The records below are to be copied exactly, with their pictures left out.

________________________________________

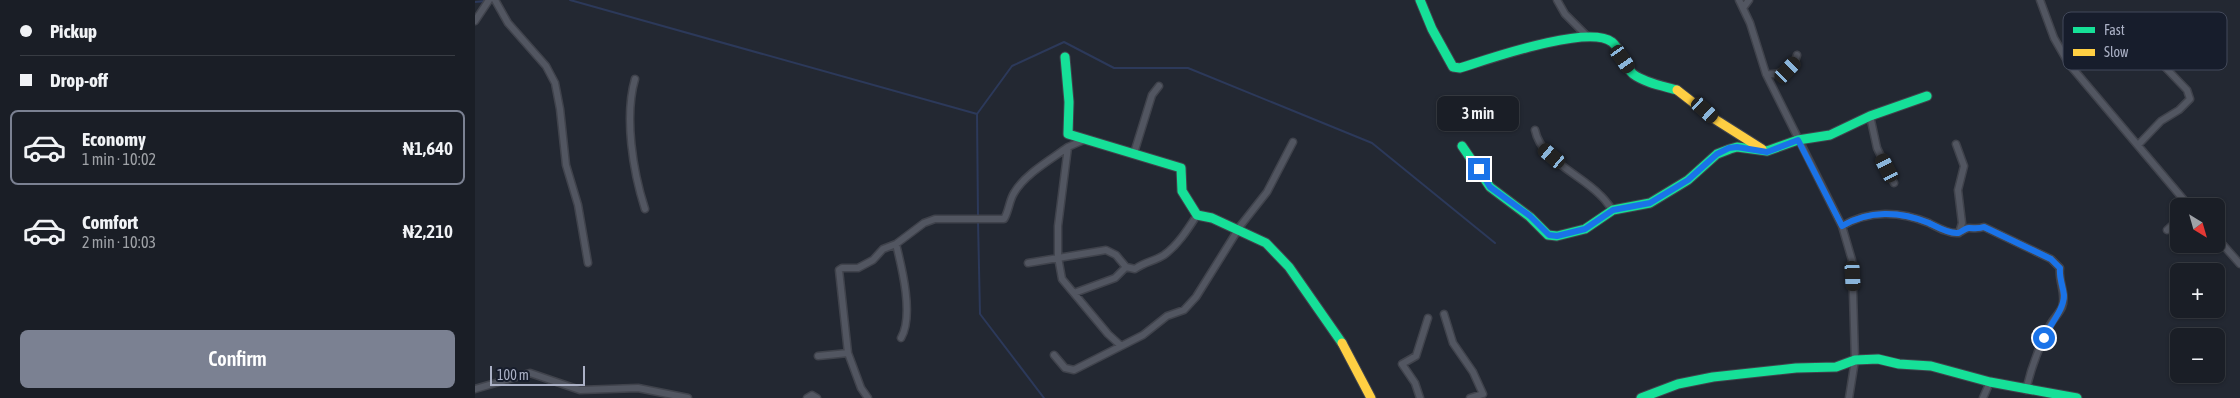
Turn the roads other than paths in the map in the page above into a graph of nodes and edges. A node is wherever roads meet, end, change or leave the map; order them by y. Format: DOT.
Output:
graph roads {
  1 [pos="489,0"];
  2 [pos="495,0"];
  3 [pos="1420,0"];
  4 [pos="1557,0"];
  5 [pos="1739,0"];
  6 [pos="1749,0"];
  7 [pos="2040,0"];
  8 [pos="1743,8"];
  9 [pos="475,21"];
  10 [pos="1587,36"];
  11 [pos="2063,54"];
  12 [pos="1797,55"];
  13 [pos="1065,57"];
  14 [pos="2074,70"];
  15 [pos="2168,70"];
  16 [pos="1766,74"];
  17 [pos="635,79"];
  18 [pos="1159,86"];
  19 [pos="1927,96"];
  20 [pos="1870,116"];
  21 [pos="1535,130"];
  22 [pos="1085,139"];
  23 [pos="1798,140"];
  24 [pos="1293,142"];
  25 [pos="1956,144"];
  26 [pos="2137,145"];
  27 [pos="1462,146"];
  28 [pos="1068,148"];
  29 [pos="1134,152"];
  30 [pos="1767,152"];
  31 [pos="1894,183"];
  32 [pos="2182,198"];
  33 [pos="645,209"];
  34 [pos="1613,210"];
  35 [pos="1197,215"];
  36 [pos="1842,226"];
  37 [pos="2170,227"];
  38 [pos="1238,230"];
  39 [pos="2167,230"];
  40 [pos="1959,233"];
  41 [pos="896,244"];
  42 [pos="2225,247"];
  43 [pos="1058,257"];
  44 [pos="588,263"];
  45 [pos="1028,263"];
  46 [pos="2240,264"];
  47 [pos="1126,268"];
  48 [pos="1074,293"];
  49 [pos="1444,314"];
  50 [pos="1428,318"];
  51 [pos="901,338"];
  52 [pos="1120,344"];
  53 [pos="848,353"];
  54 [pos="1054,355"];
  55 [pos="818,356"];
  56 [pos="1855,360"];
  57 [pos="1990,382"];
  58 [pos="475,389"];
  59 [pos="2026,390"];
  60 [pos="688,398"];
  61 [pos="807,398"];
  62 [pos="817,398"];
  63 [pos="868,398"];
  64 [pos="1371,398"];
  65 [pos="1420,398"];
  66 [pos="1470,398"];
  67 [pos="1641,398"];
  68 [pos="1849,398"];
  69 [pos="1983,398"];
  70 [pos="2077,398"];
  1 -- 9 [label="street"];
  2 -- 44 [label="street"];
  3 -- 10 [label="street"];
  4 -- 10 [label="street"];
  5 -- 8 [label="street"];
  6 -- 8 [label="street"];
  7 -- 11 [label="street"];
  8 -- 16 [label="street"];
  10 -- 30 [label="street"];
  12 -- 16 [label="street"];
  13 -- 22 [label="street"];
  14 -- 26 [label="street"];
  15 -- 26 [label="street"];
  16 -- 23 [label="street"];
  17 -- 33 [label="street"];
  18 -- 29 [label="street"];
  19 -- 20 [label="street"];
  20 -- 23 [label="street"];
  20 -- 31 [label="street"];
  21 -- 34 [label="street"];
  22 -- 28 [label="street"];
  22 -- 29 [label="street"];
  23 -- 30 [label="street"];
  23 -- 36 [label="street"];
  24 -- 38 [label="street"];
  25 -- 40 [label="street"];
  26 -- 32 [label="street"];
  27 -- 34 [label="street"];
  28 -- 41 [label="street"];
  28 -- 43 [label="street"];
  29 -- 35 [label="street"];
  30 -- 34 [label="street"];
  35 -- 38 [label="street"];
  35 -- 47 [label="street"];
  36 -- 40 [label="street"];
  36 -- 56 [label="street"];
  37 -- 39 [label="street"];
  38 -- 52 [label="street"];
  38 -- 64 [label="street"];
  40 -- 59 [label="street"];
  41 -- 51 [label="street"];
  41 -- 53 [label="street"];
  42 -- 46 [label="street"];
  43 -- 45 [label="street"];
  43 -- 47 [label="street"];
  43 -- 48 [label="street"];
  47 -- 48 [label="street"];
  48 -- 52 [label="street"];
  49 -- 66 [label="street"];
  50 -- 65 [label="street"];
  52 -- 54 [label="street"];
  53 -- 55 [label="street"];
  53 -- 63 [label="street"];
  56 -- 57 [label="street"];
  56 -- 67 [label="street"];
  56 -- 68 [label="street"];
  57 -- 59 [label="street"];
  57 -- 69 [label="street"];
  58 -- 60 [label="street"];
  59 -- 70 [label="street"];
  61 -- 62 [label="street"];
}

________________________________________

▶ _Completed exercise_
Turn the roads other than paths in the map in the page above into a graph of nodes and edges. A node is wherever roads meet, end, change or leave the map; order them by y. Format: DOT.
Output:
graph roads {
  1 [pos="489,0"];
  2 [pos="495,0"];
  3 [pos="1420,0"];
  4 [pos="1557,0"];
  5 [pos="1739,0"];
  6 [pos="1749,0"];
  7 [pos="2040,0"];
  8 [pos="1743,8"];
  9 [pos="475,21"];
  10 [pos="1587,36"];
  11 [pos="2063,54"];
  12 [pos="1797,55"];
  13 [pos="1065,57"];
  14 [pos="2074,70"];
  15 [pos="2168,70"];
  16 [pos="1766,74"];
  17 [pos="635,79"];
  18 [pos="1159,86"];
  19 [pos="1927,96"];
  20 [pos="1870,116"];
  21 [pos="1535,130"];
  22 [pos="1085,139"];
  23 [pos="1798,140"];
  24 [pos="1293,142"];
  25 [pos="1956,144"];
  26 [pos="2137,145"];
  27 [pos="1462,146"];
  28 [pos="1068,148"];
  29 [pos="1134,152"];
  30 [pos="1767,152"];
  31 [pos="1894,183"];
  32 [pos="2182,198"];
  33 [pos="645,209"];
  34 [pos="1613,210"];
  35 [pos="1197,215"];
  36 [pos="1842,226"];
  37 [pos="2170,227"];
  38 [pos="1238,230"];
  39 [pos="2167,230"];
  40 [pos="1959,233"];
  41 [pos="896,244"];
  42 [pos="2225,247"];
  43 [pos="1058,257"];
  44 [pos="588,263"];
  45 [pos="1028,263"];
  46 [pos="2240,264"];
  47 [pos="1126,268"];
  48 [pos="1074,293"];
  49 [pos="1444,314"];
  50 [pos="1428,318"];
  51 [pos="901,338"];
  52 [pos="1120,344"];
  53 [pos="848,353"];
  54 [pos="1054,355"];
  55 [pos="818,356"];
  56 [pos="1855,360"];
  57 [pos="1990,382"];
  58 [pos="475,389"];
  59 [pos="2026,390"];
  60 [pos="688,398"];
  61 [pos="807,398"];
  62 [pos="817,398"];
  63 [pos="868,398"];
  64 [pos="1371,398"];
  65 [pos="1420,398"];
  66 [pos="1470,398"];
  67 [pos="1641,398"];
  68 [pos="1849,398"];
  69 [pos="1983,398"];
  70 [pos="2077,398"];
  1 -- 9 [label="street"];
  2 -- 44 [label="street"];
  3 -- 10 [label="street"];
  4 -- 10 [label="street"];
  5 -- 8 [label="street"];
  6 -- 8 [label="street"];
  7 -- 11 [label="street"];
  8 -- 16 [label="street"];
  10 -- 30 [label="street"];
  12 -- 16 [label="street"];
  13 -- 22 [label="street"];
  14 -- 26 [label="street"];
  15 -- 26 [label="street"];
  16 -- 23 [label="street"];
  17 -- 33 [label="street"];
  18 -- 29 [label="street"];
  19 -- 20 [label="street"];
  20 -- 23 [label="street"];
  20 -- 31 [label="street"];
  21 -- 34 [label="street"];
  22 -- 28 [label="street"];
  22 -- 29 [label="street"];
  23 -- 30 [label="street"];
  23 -- 36 [label="street"];
  24 -- 38 [label="street"];
  25 -- 40 [label="street"];
  26 -- 32 [label="street"];
  27 -- 34 [label="street"];
  28 -- 41 [label="street"];
  28 -- 43 [label="street"];
  29 -- 35 [label="street"];
  30 -- 34 [label="street"];
  35 -- 38 [label="street"];
  35 -- 47 [label="street"];
  36 -- 40 [label="street"];
  36 -- 56 [label="street"];
  37 -- 39 [label="street"];
  38 -- 52 [label="street"];
  38 -- 64 [label="street"];
  40 -- 59 [label="street"];
  41 -- 51 [label="street"];
  41 -- 53 [label="street"];
  42 -- 46 [label="street"];
  43 -- 45 [label="street"];
  43 -- 47 [label="street"];
  43 -- 48 [label="street"];
  47 -- 48 [label="street"];
  48 -- 52 [label="street"];
  49 -- 66 [label="street"];
  50 -- 65 [label="street"];
  52 -- 54 [label="street"];
  53 -- 55 [label="street"];
  53 -- 63 [label="street"];
  56 -- 57 [label="street"];
  56 -- 67 [label="street"];
  56 -- 68 [label="street"];
  57 -- 59 [label="street"];
  57 -- 69 [label="street"];
  58 -- 60 [label="street"];
  59 -- 70 [label="street"];
  61 -- 62 [label="street"];
}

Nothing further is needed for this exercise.